> [Assignment]:
Return, from the material below, each line in which the word "dead" is present.

> [Data excerpts]:
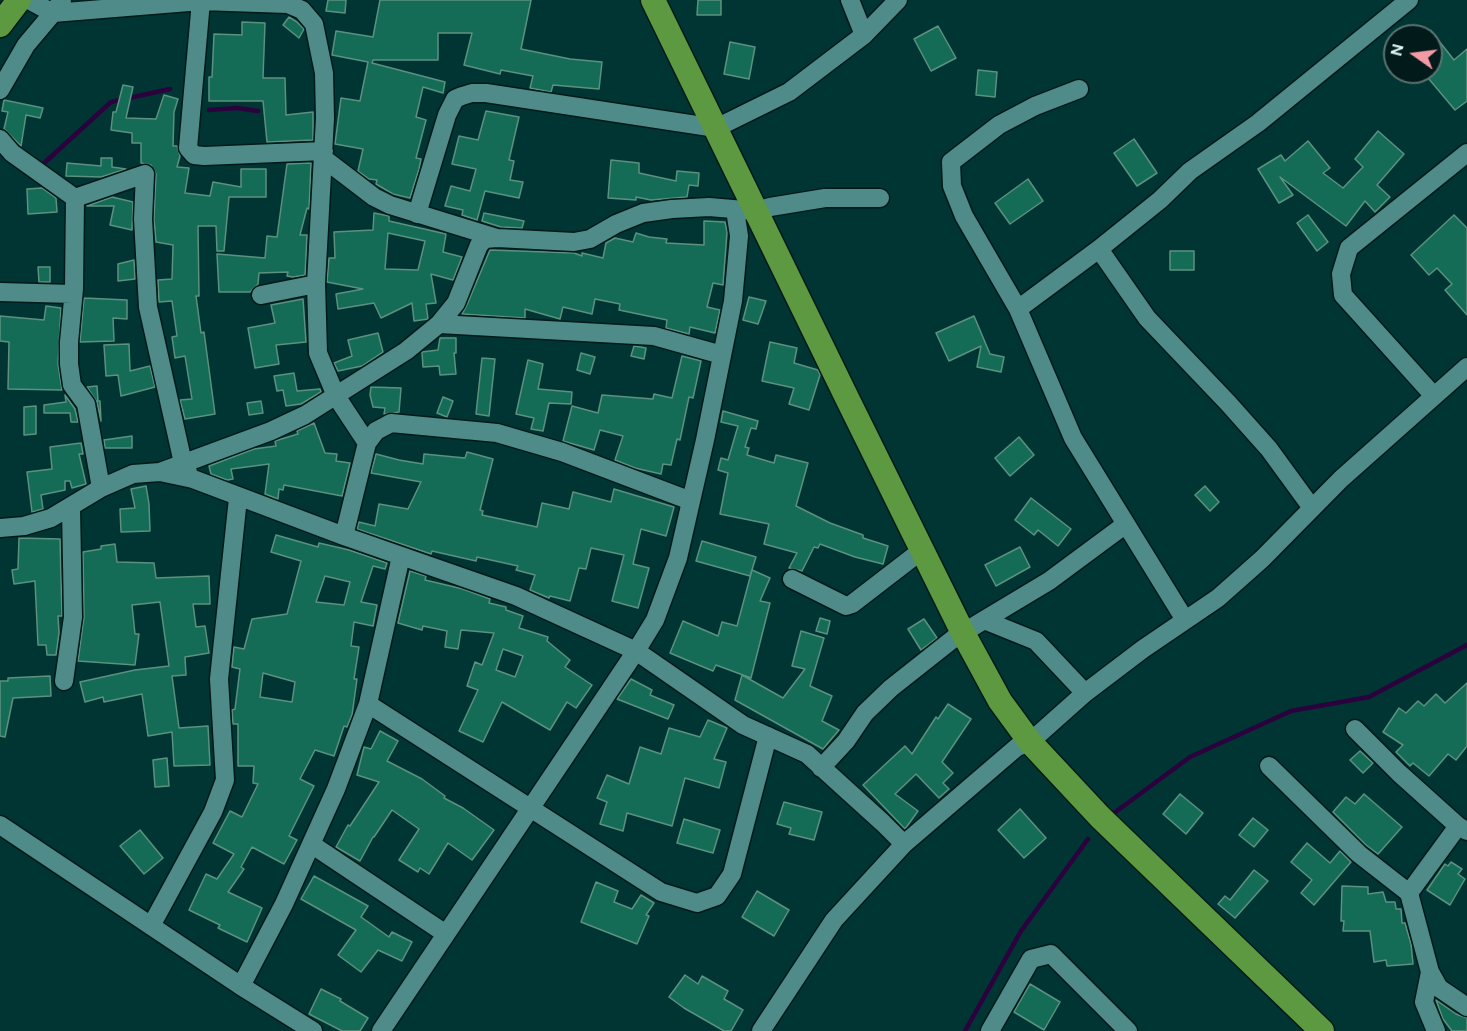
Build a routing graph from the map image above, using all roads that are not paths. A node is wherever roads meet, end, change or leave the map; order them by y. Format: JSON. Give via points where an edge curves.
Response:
{"nodes":[{"id":1,"x":19,"y":0,"type":"edge"},
{"id":2,"x":29,"y":0,"type":"edge"},
{"id":3,"x":645,"y":0,"type":"edge"},
{"id":4,"x":653,"y":0,"type":"edge"},
{"id":5,"x":850,"y":0,"type":"edge"},
{"id":6,"x":898,"y":0,"type":"edge"},
{"id":7,"x":1409,"y":0,"type":"edge"},
{"id":8,"x":201,"y":1,"type":"edge"},
{"id":9,"x":57,"y":7,"type":"edge"},
{"id":10,"x":0,"y":25,"type":"edge"},
{"id":11,"x":864,"y":34,"type":"junction"},
{"id":12,"x":1079,"y":89,"type":"dead end"},
{"id":13,"x":0,"y":90,"type":"edge"},
{"id":14,"x":709,"y":127,"type":"junction"},
{"id":15,"x":0,"y":139,"type":"edge"},
{"id":16,"x":1467,"y":153,"type":"edge"},
{"id":17,"x":323,"y":154,"type":"junction"},
{"id":18,"x":75,"y":198,"type":"junction"},
{"id":19,"x":880,"y":198,"type":"dead end"},
{"id":20,"x":745,"y":210,"type":"junction"},
{"id":21,"x":417,"y":214,"type":"junction"},
{"id":22,"x":497,"y":238,"type":"junction"},
{"id":23,"x":1099,"y":249,"type":"junction"},
{"id":24,"x":316,"y":284,"type":"junction"},
{"id":25,"x":0,"y":292,"type":"edge"},
{"id":26,"x":73,"y":294,"type":"junction"},
{"id":27,"x":261,"y":295,"type":"dead end"},
{"id":28,"x":1018,"y":309,"type":"junction"},
{"id":29,"x":439,"y":324,"type":"junction"},
{"id":30,"x":722,"y":355,"type":"junction"},
{"id":31,"x":1467,"y":367,"type":"edge"},
{"id":32,"x":336,"y":396,"type":"junction"},
{"id":33,"x":1434,"y":396,"type":"junction"},
{"id":34,"x":367,"y":443,"type":"junction"},
{"id":35,"x":183,"y":463,"type":"junction"},
{"id":36,"x":160,"y":472,"type":"junction"},
{"id":37,"x":193,"y":479,"type":"junction"},
{"id":38,"x":101,"y":488,"type":"junction"},
{"id":39,"x":238,"y":498,"type":"junction"},
{"id":40,"x":691,"y":501,"type":"junction"},
{"id":41,"x":71,"y":507,"type":"junction"},
{"id":42,"x":1312,"y":508,"type":"junction"},
{"id":43,"x":1126,"y":524,"type":"junction"},
{"id":44,"x":0,"y":528,"type":"edge"},
{"id":45,"x":344,"y":536,"type":"junction"},
{"id":46,"x":401,"y":556,"type":"junction"},
{"id":47,"x":913,"y":557,"type":"junction"},
{"id":48,"x":792,"y":579,"type":"dead end"},
{"id":49,"x":984,"y":620,"type":"junction"},
{"id":50,"x":1185,"y":620,"type":"junction"},
{"id":51,"x":958,"y":636,"type":"junction"},
{"id":52,"x":636,"y":651,"type":"junction"},
{"id":53,"x":64,"y":681,"type":"dead end"},
{"id":54,"x":1085,"y":693,"type":"junction"},
{"id":55,"x":368,"y":704,"type":"junction"},
{"id":56,"x":1355,"y":729,"type":"dead end"},
{"id":57,"x":768,"y":736,"type":"junction"},
{"id":58,"x":1024,"y":745,"type":"junction"},
{"id":59,"x":1269,"y":766,"type":"dead end"},
{"id":60,"x":821,"y":768,"type":"junction"},
{"id":61,"x":531,"y":809,"type":"junction"},
{"id":62,"x":0,"y":825,"type":"edge"},
{"id":63,"x":1463,"y":829,"type":"edge"},
{"id":64,"x":311,"y":844,"type":"junction"},
{"id":65,"x":904,"y":844,"type":"junction"},
{"id":66,"x":1408,"y":893,"type":"junction"},
{"id":67,"x":151,"y":926,"type":"junction"},
{"id":68,"x":446,"y":934,"type":"junction"},
{"id":69,"x":1430,"y":972,"type":"junction"},
{"id":70,"x":241,"y":986,"type":"junction"},
{"id":71,"x":1467,"y":1007,"type":"edge"},
{"id":72,"x":313,"y":1031,"type":"edge"},
{"id":73,"x":381,"y":1031,"type":"edge"},
{"id":74,"x":760,"y":1031,"type":"edge"},
{"id":75,"x":990,"y":1031,"type":"edge"},
{"id":76,"x":1128,"y":1031,"type":"edge"},
{"id":77,"x":1303,"y":1031,"type":"edge"},
{"id":78,"x":1322,"y":1031,"type":"edge"},
{"id":79,"x":1436,"y":1031,"type":"edge"}],
"edges":[{"from":1,"to":10,"type":"main road"},
{"from":2,"to":9,"type":"street"},
{"from":3,"to":14,"type":"main road"},
{"from":4,"to":14,"type":"main road"},
{"from":5,"to":11,"type":"street"},
{"from":6,"to":11,"type":"street"},
{"from":7,"to":23,"type":"street","via":[[1258,123],[1190,171]]},
{"from":8,"to":9,"type":"street"},
{"from":8,"to":17,"type":"street","via":[[288,4],[302,10],[314,24],[324,73]]},
{"from":8,"to":17,"type":"street","via":[[188,148],[194,155],[204,156]]},
{"from":9,"to":13,"type":"street","via":[[26,45]]},
{"from":11,"to":14,"type":"street","via":[[789,92]]},
{"from":12,"to":28,"type":"street","via":[[1035,105],[999,125],[951,162],[952,186],[964,216]]},
{"from":14,"to":20,"type":"main road"},
{"from":14,"to":21,"type":"street","via":[[472,93],[455,99],[447,115]]},
{"from":15,"to":18,"type":"street","via":[[12,153]]},
{"from":16,"to":33,"type":"street","via":[[1349,248],[1341,274],[1343,294]]},
{"from":17,"to":21,"type":"street","via":[[374,197]]},
{"from":17,"to":24,"type":"street"},
{"from":18,"to":26,"type":"street"},
{"from":18,"to":35,"type":"street","via":[[146,174],[143,219],[148,308]]},
{"from":19,"to":20,"type":"street","via":[[825,198]]},
{"from":20,"to":22,"type":"street","via":[[709,207],[644,213],[590,239],[574,242]]},
{"from":20,"to":30,"type":"street"},
{"from":20,"to":47,"type":"main road"},
{"from":20,"to":51,"type":"main road"},
{"from":21,"to":22,"type":"street"},
{"from":22,"to":29,"type":"street","via":[[485,239],[479,245],[456,303]]},
{"from":23,"to":28,"type":"street"},
{"from":23,"to":42,"type":"street","via":[[1147,318],[1262,442]]},
{"from":24,"to":27,"type":"street"},
{"from":24,"to":32,"type":"street","via":[[318,353]]},
{"from":25,"to":26,"type":"street"},
{"from":26,"to":38,"type":"street","via":[[69,342],[72,385],[86,404]]},
{"from":28,"to":43,"type":"street","via":[[1073,438]]},
{"from":29,"to":30,"type":"street","via":[[654,336]]},
{"from":29,"to":32,"type":"street","via":[[406,351]]},
{"from":30,"to":40,"type":"street"},
{"from":31,"to":33,"type":"street"},
{"from":32,"to":34,"type":"street"},
{"from":32,"to":35,"type":"street","via":[[271,431]]},
{"from":33,"to":42,"type":"street"},
{"from":34,"to":40,"type":"street","via":[[376,431],[391,423],[497,433],[562,452]]},
{"from":34,"to":45,"type":"street"},
{"from":35,"to":36,"type":"street"},
{"from":35,"to":37,"type":"street"},
{"from":36,"to":37,"type":"street"},
{"from":36,"to":38,"type":"street","via":[[133,474]]},
{"from":37,"to":39,"type":"street"},
{"from":38,"to":41,"type":"street"},
{"from":39,"to":45,"type":"street"},
{"from":39,"to":67,"type":"street","via":[[219,679],[225,780],[213,812]]},
{"from":40,"to":52,"type":"street","via":[[678,558],[654,620]]},
{"from":41,"to":44,"type":"street","via":[[24,526]]},
{"from":41,"to":53,"type":"street","via":[[73,617]]},
{"from":42,"to":50,"type":"street","via":[[1227,590]]},
{"from":43,"to":49,"type":"street","via":[[1049,581]]},
{"from":43,"to":50,"type":"street"},
{"from":45,"to":46,"type":"street"},
{"from":46,"to":52,"type":"street","via":[[516,596]]},
{"from":46,"to":55,"type":"street"},
{"from":47,"to":48,"type":"street","via":[[846,606]]},
{"from":47,"to":51,"type":"main road"},
{"from":49,"to":51,"type":"street"},
{"from":49,"to":54,"type":"street","via":[[1036,641]]},
{"from":50,"to":54,"type":"street"},
{"from":51,"to":58,"type":"main road"},
{"from":51,"to":60,"type":"street","via":[[865,713]]},
{"from":52,"to":57,"type":"street","via":[[743,725]]},
{"from":52,"to":61,"type":"street"},
{"from":54,"to":58,"type":"street"},
{"from":55,"to":61,"type":"street"},
{"from":55,"to":64,"type":"street"},
{"from":56,"to":63,"type":"street"},
{"from":57,"to":60,"type":"street","via":[[807,754]]},
{"from":57,"to":61,"type":"street","via":[[732,874],[717,896],[697,903],[661,892]]},
{"from":58,"to":65,"type":"street"},
{"from":58,"to":77,"type":"main road","via":[[1098,836]]},
{"from":58,"to":78,"type":"main road"},
{"from":59,"to":66,"type":"street","via":[[1359,854]]},
{"from":60,"to":65,"type":"street"},
{"from":61,"to":68,"type":"street"},
{"from":62,"to":67,"type":"street"},
{"from":63,"to":66,"type":"street"},
{"from":64,"to":68,"type":"street"},
{"from":64,"to":70,"type":"street"},
{"from":65,"to":74,"type":"street","via":[[834,920]]},
{"from":66,"to":69,"type":"street"},
{"from":67,"to":70,"type":"street"},
{"from":68,"to":73,"type":"street"},
{"from":69,"to":71,"type":"street","via":[[1439,988]]},
{"from":69,"to":79,"type":"street","via":[[1424,1002]]},
{"from":70,"to":72,"type":"street"},
{"from":75,"to":76,"type":"street","via":[[1031,959],[1051,954]]}]}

> [Result of the task]:
{"id":12,"x":1079,"y":89,"type":"dead end"},
{"id":19,"x":880,"y":198,"type":"dead end"},
{"id":27,"x":261,"y":295,"type":"dead end"},
{"id":48,"x":792,"y":579,"type":"dead end"},
{"id":53,"x":64,"y":681,"type":"dead end"},
{"id":56,"x":1355,"y":729,"type":"dead end"},
{"id":59,"x":1269,"y":766,"type":"dead end"},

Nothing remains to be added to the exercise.